We have: . $69^{67} \:=\:(5\cdot13 + 4)^{67}$

. $= \; (5\cdot13)^{67} + {67\choose66}(5\cdot13)^{66}(4^1) + {67\choose65}(5\cdot13)^{65}(4^2) + \hdots$ $+ {67\choose1}(5\cdot13)^1(4^{66}) + 4^{67}$
. . . $| \leftarrow - - - - - - - - - - - - - _{\text{ multiple of 13 }} - - - - - - - - - - - - - - - - - - \rightarrow|$

So we are concerned with the remainder only: . $4^{67}$

The problem becomes: .Is $(2^{103} + 4^{67})$ a multiple of 13?

We have: . $2^{103} + (2^2)^{67} \;=\;2^{103} + 2^{134} \;=\;2^{103}(1 + 2^{31})$

. . Obviously, $2^{103}$ is not a multiple of 13.

. . If $(1 + 2^{31})$ is a multiple of 13, then $2^{31}$ must be a multiple of 12.
. . . . This, of course, is also impossible.

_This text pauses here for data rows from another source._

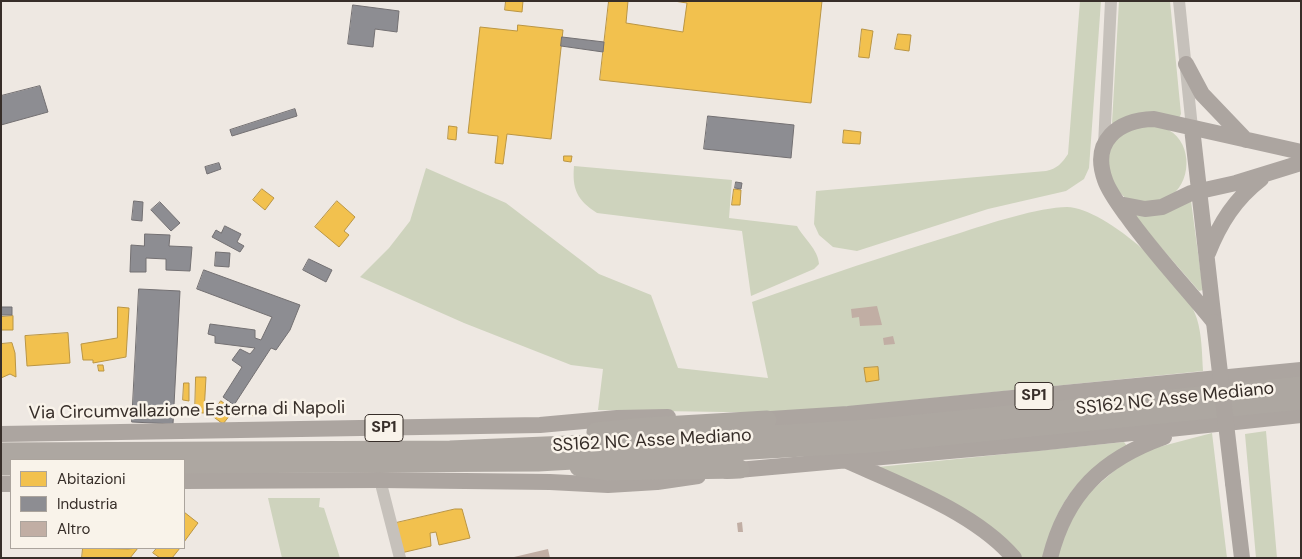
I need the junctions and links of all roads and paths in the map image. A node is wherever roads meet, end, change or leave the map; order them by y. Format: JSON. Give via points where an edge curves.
{"nodes":[{"id":1,"x":1111,"y":1,"type":"edge"},
{"id":2,"x":1179,"y":1,"type":"edge"},
{"id":3,"x":1186,"y":64,"type":"junction"},
{"id":4,"x":1192,"y":128,"type":"junction"},
{"id":5,"x":1246,"y":140,"type":"junction"},
{"id":6,"x":1104,"y":145,"type":"junction"},
{"id":7,"x":1301,"y":152,"type":"edge"},
{"id":8,"x":1301,"y":163,"type":"edge"},
{"id":9,"x":1270,"y":172,"type":"junction"},
{"id":10,"x":1199,"y":192,"type":"junction"},
{"id":11,"x":1119,"y":204,"type":"junction"},
{"id":12,"x":1207,"y":256,"type":"junction"},
{"id":13,"x":1214,"y":322,"type":"junction"},
{"id":14,"x":1301,"y":370,"type":"edge"},
{"id":15,"x":1301,"y":386,"type":"edge"},
{"id":16,"x":1301,"y":400,"type":"edge"},
{"id":17,"x":1301,"y":415,"type":"edge"},
{"id":18,"x":767,"y":420,"type":"junction"},
{"id":19,"x":1189,"y":428,"type":"junction"},
{"id":20,"x":1,"y":434,"type":"edge"},
{"id":21,"x":450,"y":450,"type":"junction"},
{"id":22,"x":1,"y":452,"type":"edge"},
{"id":23,"x":845,"y":460,"type":"junction"},
{"id":24,"x":538,"y":462,"type":"junction"},
{"id":25,"x":185,"y":464,"type":"edge"},
{"id":26,"x":740,"y":469,"type":"junction"},
{"id":27,"x":380,"y":480,"type":"junction"},
{"id":28,"x":185,"y":481,"type":"edge"},
{"id":29,"x":400,"y":558,"type":"edge"},
{"id":30,"x":1014,"y":558,"type":"edge"},
{"id":31,"x":1050,"y":558,"type":"edge"},
{"id":32,"x":1242,"y":558,"type":"edge"}],
"edges":[{"from":1,"to":6,"type":"street"},
{"from":2,"to":3,"type":"street"},
{"from":3,"to":4,"type":"street"},
{"from":3,"to":5,"type":"main road","via":[[1202,94]]},
{"from":4,"to":5,"type":"main road"},
{"from":4,"to":6,"type":"main road","via":[[1140,119],[1112,132]]},
{"from":4,"to":10,"type":"main road"},
{"from":5,"to":7,"type":"main road"},
{"from":6,"to":11,"type":"main road","via":[[1101,154],[1105,180]]},
{"from":8,"to":9,"type":"main road"},
{"from":9,"to":10,"type":"main road"},
{"from":9,"to":12,"type":"main road","via":[[1242,193],[1225,217]]},
{"from":10,"to":11,"type":"main road","via":[[1154,209]]},
{"from":10,"to":12,"type":"main road"},
{"from":11,"to":13,"type":"main road"},
{"from":12,"to":13,"type":"main road"},
{"from":13,"to":32,"type":"main road","bridge":true},
{"from":14,"to":18,"type":"main road","name":"Via Circumvallazione Esterna di Napoli","number":"SP1"},
{"from":15,"to":21,"type":"highway","name":"SS162 NC Asse Mediano","via":[[868,429]]},
{"from":16,"to":24,"type":"highway","name":"SS162 NC Asse Mediano","via":[[874,442]]},
{"from":17,"to":19,"type":"main road"},
{"from":18,"to":20,"type":"main road","name":"Via Circumvallazione Esterna di Napoli","number":"SP1","via":[[617,418],[540,425]]},
{"from":18,"to":21,"type":"highway","via":[[646,426]]},
{"from":19,"to":23,"type":"main road"},
{"from":19,"to":31,"type":"main road","via":[[1136,447],[1089,480],[1071,502],[1056,531]]},
{"from":21,"to":22,"type":"highway","name":"SS162 NC Asse Mediano"},
{"from":23,"to":26,"type":"main road"},
{"from":23,"to":30,"type":"main road","via":[[976,523]]},
{"from":24,"to":25,"type":"highway","name":"SS162 NC Asse Mediano"},
{"from":24,"to":26,"type":"highway","via":[[608,471]]},
{"from":26,"to":27,"type":"main road","via":[[657,482],[608,485]]},
{"from":27,"to":28,"type":"main road"},
{"from":27,"to":29,"type":"street"}]}
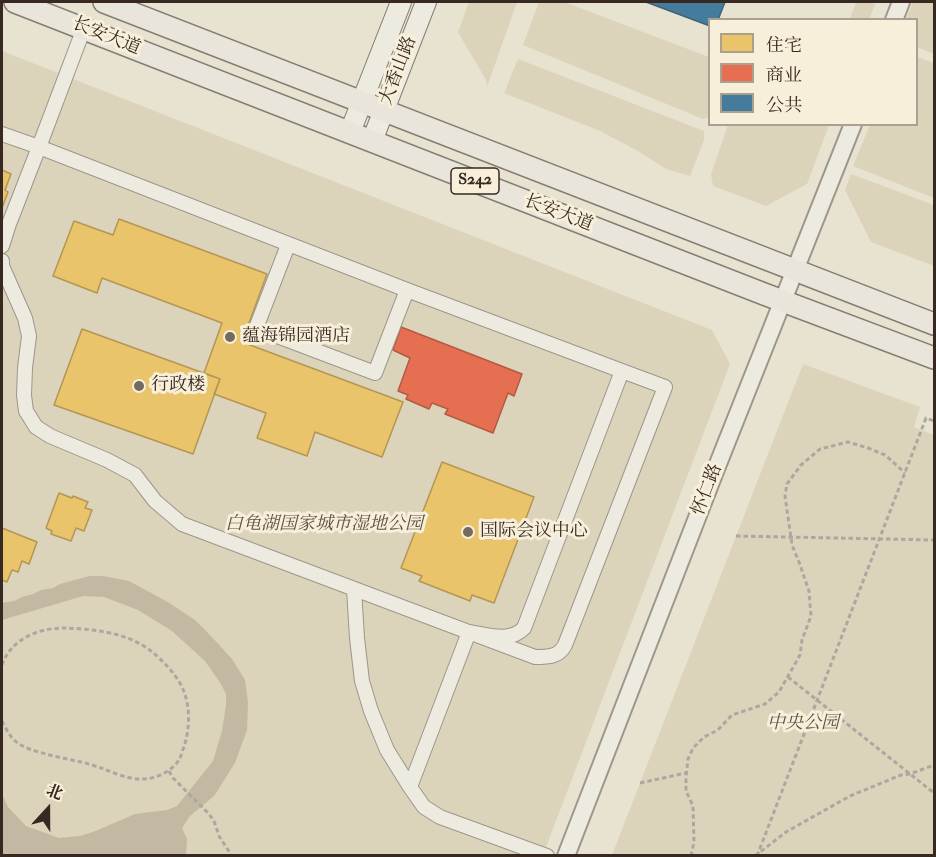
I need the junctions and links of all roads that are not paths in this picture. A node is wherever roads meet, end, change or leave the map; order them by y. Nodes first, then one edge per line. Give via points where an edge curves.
1 (15, 2) edge
2 (104, 2) edge
3 (401, 2) edge
4 (426, 2) edge
5 (901, 2) edge
6 (895, 18) edge
7 (84, 28) junction
8 (362, 102) junction
9 (384, 110) junction
10 (852, 126) edge
11 (350, 132) junction
12 (2, 134) edge
13 (372, 141) junction
14 (39, 147) junction
15 (2, 239) edge
16 (288, 245) junction
17 (2, 261) edge
18 (796, 270) junction
19 (407, 290) junction
20 (783, 302) junction
21 (934, 324) edge
22 (934, 358) edge
23 (622, 371) junction
24 (354, 589) junction
25 (469, 632) junction
26 (410, 787) junction
27 (547, 855) edge
28 (566, 855) edge

1 - 7 main road, 长安大道 / S242
2 - 8 main road, 长安大道 / S242
3 - 8 main road, 大香山路
4 - 9 main road, 大香山路
5 - 6 street
7 - 11 main road, 长安大道 / S242
7 - 14 street
8 - 9 main road, 长安大道 / S242
8 - 11 main road, 大香山路
9 - 13 main road, 大香山路
9 - 18 main road, 长安大道 / S242
10 - 18 street, 怀仁路
11 - 13 main road, 长安大道 / S242
12 - 14 street
13 - 20 main road, 长安大道 / S242
14 - 15 street
14 - 16 street
16 - 19 street
16 - 19 street via 256,328 375,373
17 - 24 street via 29,336 24,394 26,411 36,427 135,475 155,501 182,524
18 - 20 street, 怀仁路
18 - 21 main road, 长安大道 / S242
19 - 23 street
20 - 22 main road, 长安大道 / S242
20 - 28 street, 怀仁路
23 - 25 street via 524,628 504,637
23 - 25 street via 665,387 562,652 535,657
24 - 25 street
24 - 26 street via 362,681 387,750
25 - 26 street
26 - 27 street via 424,807 441,817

Therefore, the answer is no: . $54^{103} + 69^{67}$ is not a multiple of 13.

8. Originally Posted by TheAbstractionist
Hence $54^6\equiv\pm1\pmod{13}$ and $69^{6}\equiv\pm1\pmod{13}.$
Interesting problem. Could this part be explained in further detail?

9. Originally Posted by Soroban

. . If $(1 + 2^{31})$ is a multiple of 13, then $2^{31}$ must be a multiple of 12.
. . . . This, of course, is also impossible.
I'm not convinced by this step;

1+25 is divisible by 13, but 25 isn't divisible by 12

10. Originally Posted by glowplug19
Originally Posted by TheAbstractionist
Hence $54^6\equiv\pm1\pmod{13}$
Interesting problem. Could this part be explained in further detail?
Hi glowplug19.

We have $54^{12}\equiv1\pmod{13}$

$\implies\ 54^{12}-1\equiv0\pmod{13}$

$\implies\ (54^6-1)(54^6+1)\equiv0\pmod{13}$

Since 13 is a prime, it divides one of $54^6-1$ and $54^6+1,\ \therefore\ 54^6\equiv\pm1\pmod{13}.$

The reason for using 6 rather than 12 is that it allows you to get closer to 103 and 67.